There is a lot of pressure at the base of the windshield. If I forget to close the cowl vent when I make a pass, there is enough pressure inside the car to bow out the top of the window frame enough to see daylight. And that's on a post sedan.
I think there is a fair bit of pressure at the cowl on our cars. I've read that the pressure at the grill is even higher but they're probably talking about modern cars where the windshield tends to be more laid back.
In your case, the pressure that the cowl generates inside the car is pushing on the windows while at the same time the side windows are in a low pressure zone, similar to the low pressure zone on the roof of a car. You can really see the effect of that if you travel at high speeds in a convertible. The canvas on the roof will bulge up a few inches.
The red areas have the highest pressure.
I gather that a low profile forward facing scoop is actually in a low pressure zone. To get a good ram air effect the opening really should be raised up into the air stream.
I'm sure the Pro Stock guys have got the near ideal setup but I don't think any of us want a scoop like the one on this car...
I couldn't find the graph I was looking for but according to David Vizard's book, an ideal scoop would create 0.177 psi at 100 mph and about 0.4 psi at 150 mph.
That 0.177 psi at 100 mph should give a 1.2% increase in horsepower.
Dropping the intake air temperature 15 degrees would show a similar 1.2% increase in power.
If you can drop the intake air temp by 50 degrees, which seems like a reasonable goal, should net a 5% increase in power.
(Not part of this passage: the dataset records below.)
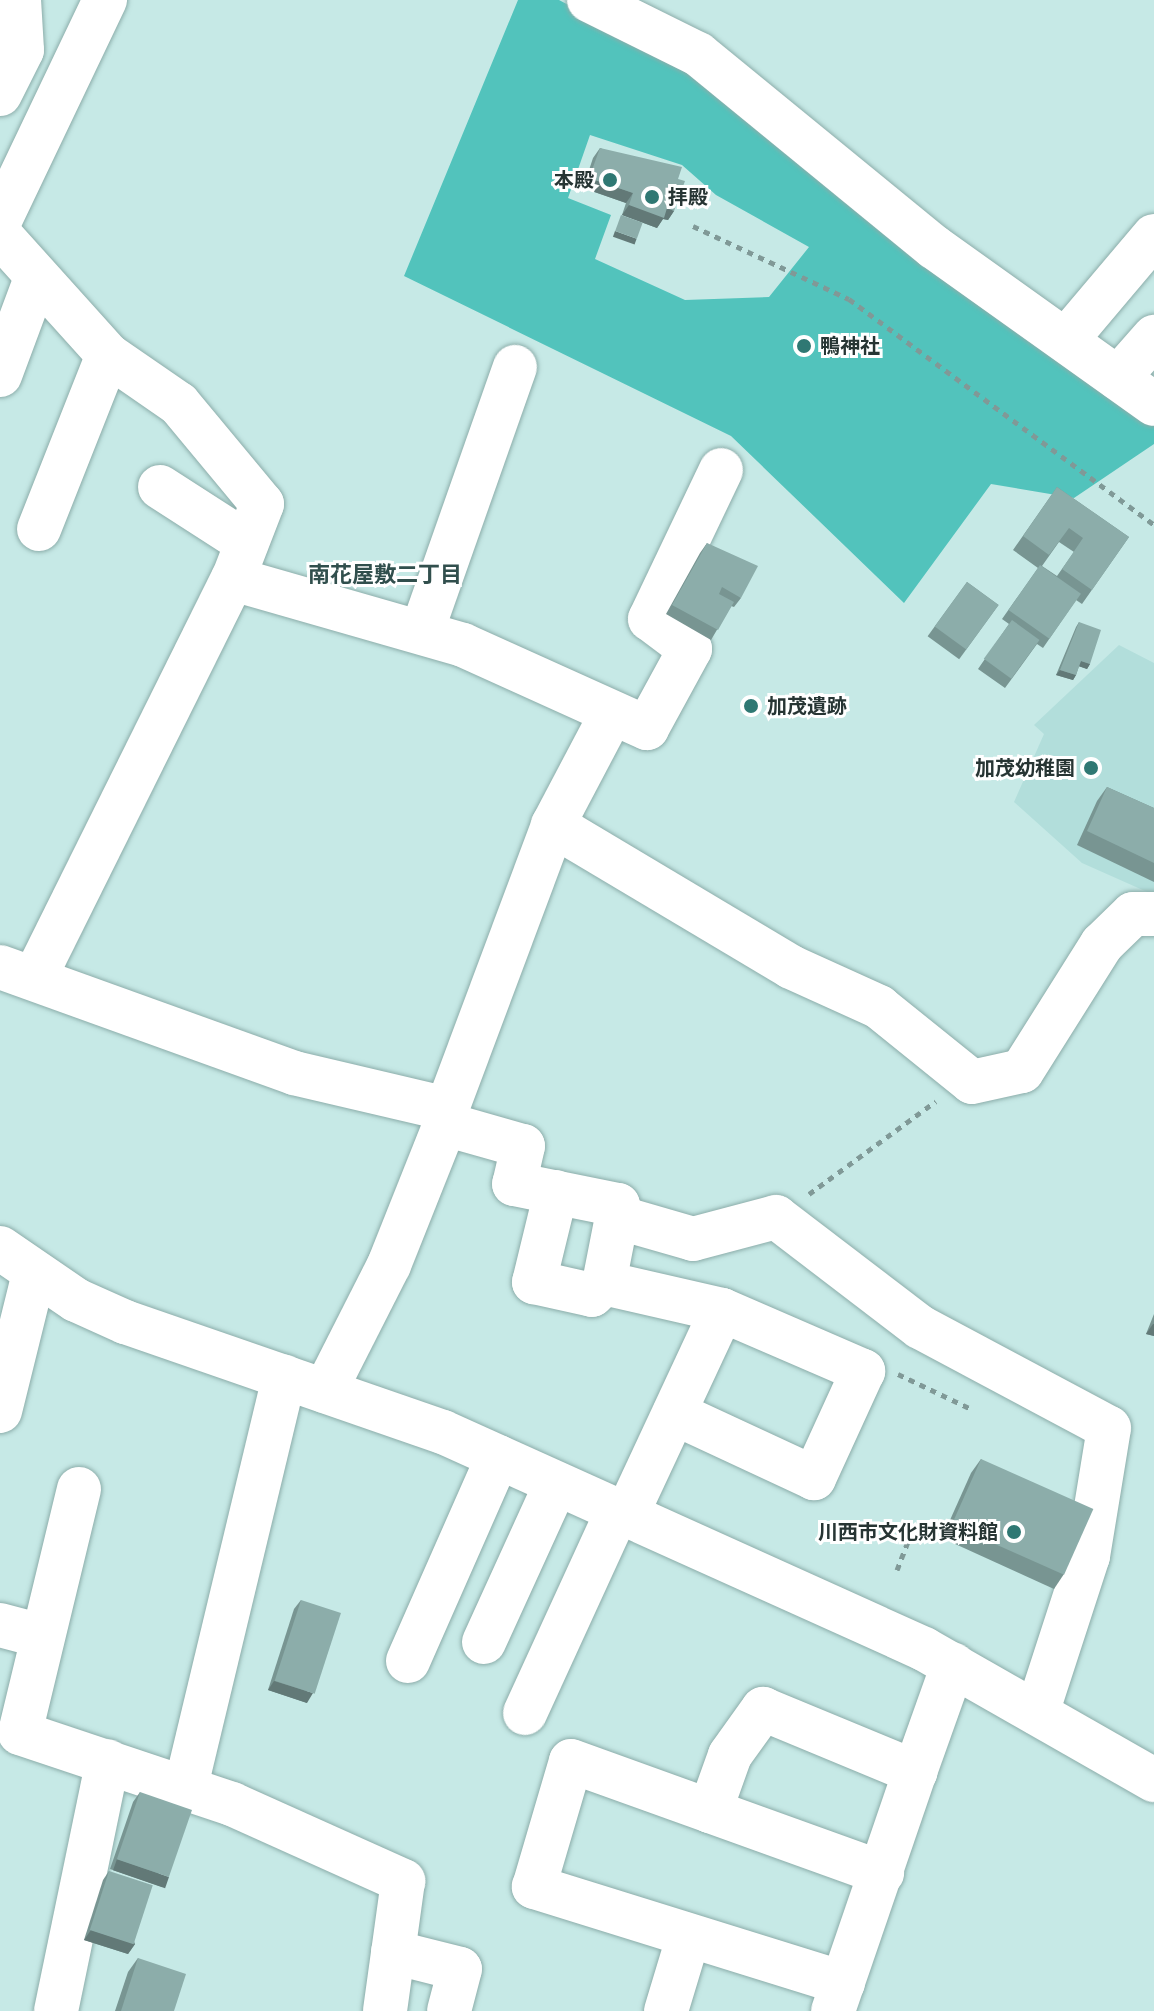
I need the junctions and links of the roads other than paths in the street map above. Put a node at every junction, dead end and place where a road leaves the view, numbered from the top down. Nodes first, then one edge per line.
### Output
1 (19, 0) edge
2 (105, 0) edge
3 (589, 0) edge
4 (0, 94) edge
5 (0, 220) edge
6 (0, 235) edge
7 (1154, 236) edge
8 (36, 278) junction
9 (1154, 337) edge
10 (1066, 340) junction
11 (108, 355) junction
12 (515, 367) dead end
13 (0, 375) edge
14 (1118, 378) junction
15 (1154, 404) edge
16 (721, 470) dead end
17 (160, 487) dead end
18 (39, 529) dead end
19 (240, 561) junction
20 (422, 631) junction
21 (611, 715) junction
22 (553, 825) junction
23 (1154, 914) edge
24 (18, 971) edge
25 (446, 1116) junction
26 (556, 1192) junction
27 (617, 1217) junction
28 (0, 1248) edge
29 (34, 1274) junction
30 (604, 1283) junction
31 (722, 1310) junction
32 (284, 1377) junction
33 (325, 1391) junction
34 (0, 1411) edge
35 (674, 1413) junction
36 (498, 1457) junction
37 (556, 1484) junction
38 (79, 1489) dead end
39 (622, 1514) junction
40 (0, 1625) edge
41 (42, 1636) junction
42 (484, 1642) dead end
43 (408, 1661) dead end
44 (953, 1665) junction
45 (525, 1713) dead end
46 (1037, 1713) junction
47 (108, 1761) junction
48 (915, 1772) junction
49 (1154, 1780) edge
50 (186, 1786) junction
51 (710, 1811) junction
52 (882, 1873) junction
53 (688, 1938) junction
54 (393, 1952) junction
55 (838, 1997) edge
56 (56, 2011) edge
57 (385, 2011) edge
58 (449, 2011) edge
59 (666, 2011) edge

1 - 4 street
2 - 5 street
3 - 10 street
6 - 8 street
7 - 10 street
8 - 11 street
8 - 13 street
9 - 14 street
10 - 14 street
11 - 18 street
11 - 19 street
12 - 20 street
14 - 15 street
16 - 21 street
17 - 19 street
19 - 20 street
19 - 24 street
20 - 21 street
21 - 22 street
22 - 23 street
22 - 25 street
24 - 25 street
25 - 26 street
25 - 33 street
26 - 27 street
26 - 30 street
27 - 30 street
27 - 46 street
28 - 29 street
29 - 32 street
29 - 34 street
30 - 31 street
31 - 35 street
31 - 35 street
32 - 33 street
32 - 50 street
33 - 36 street
35 - 39 street
36 - 37 street
36 - 43 street
37 - 39 street
37 - 42 street
38 - 41 street
39 - 44 street
39 - 45 street
40 - 41 street
41 - 47 street
44 - 46 street
44 - 48 street
46 - 49 street
47 - 50 street
47 - 56 street
48 - 51 street
48 - 52 street
50 - 54 street
51 - 52 street
51 - 53 street
52 - 55 street
53 - 55 street
53 - 59 street
54 - 57 street
54 - 58 street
Almost any system that draws fresh air should be able to reach that 5% goal.
I'm sure a cowl setup that wasn't sealed to the carbs would help by letting some of the hot air out if the engine compartment. I think a hood scoop that wasn't sealed to the carbs might help in the same way. This guy had both a hood scoop and a raised hood.
But to really get the full effect, the carbs should be sealed to the scoop so that they can only draw outside air.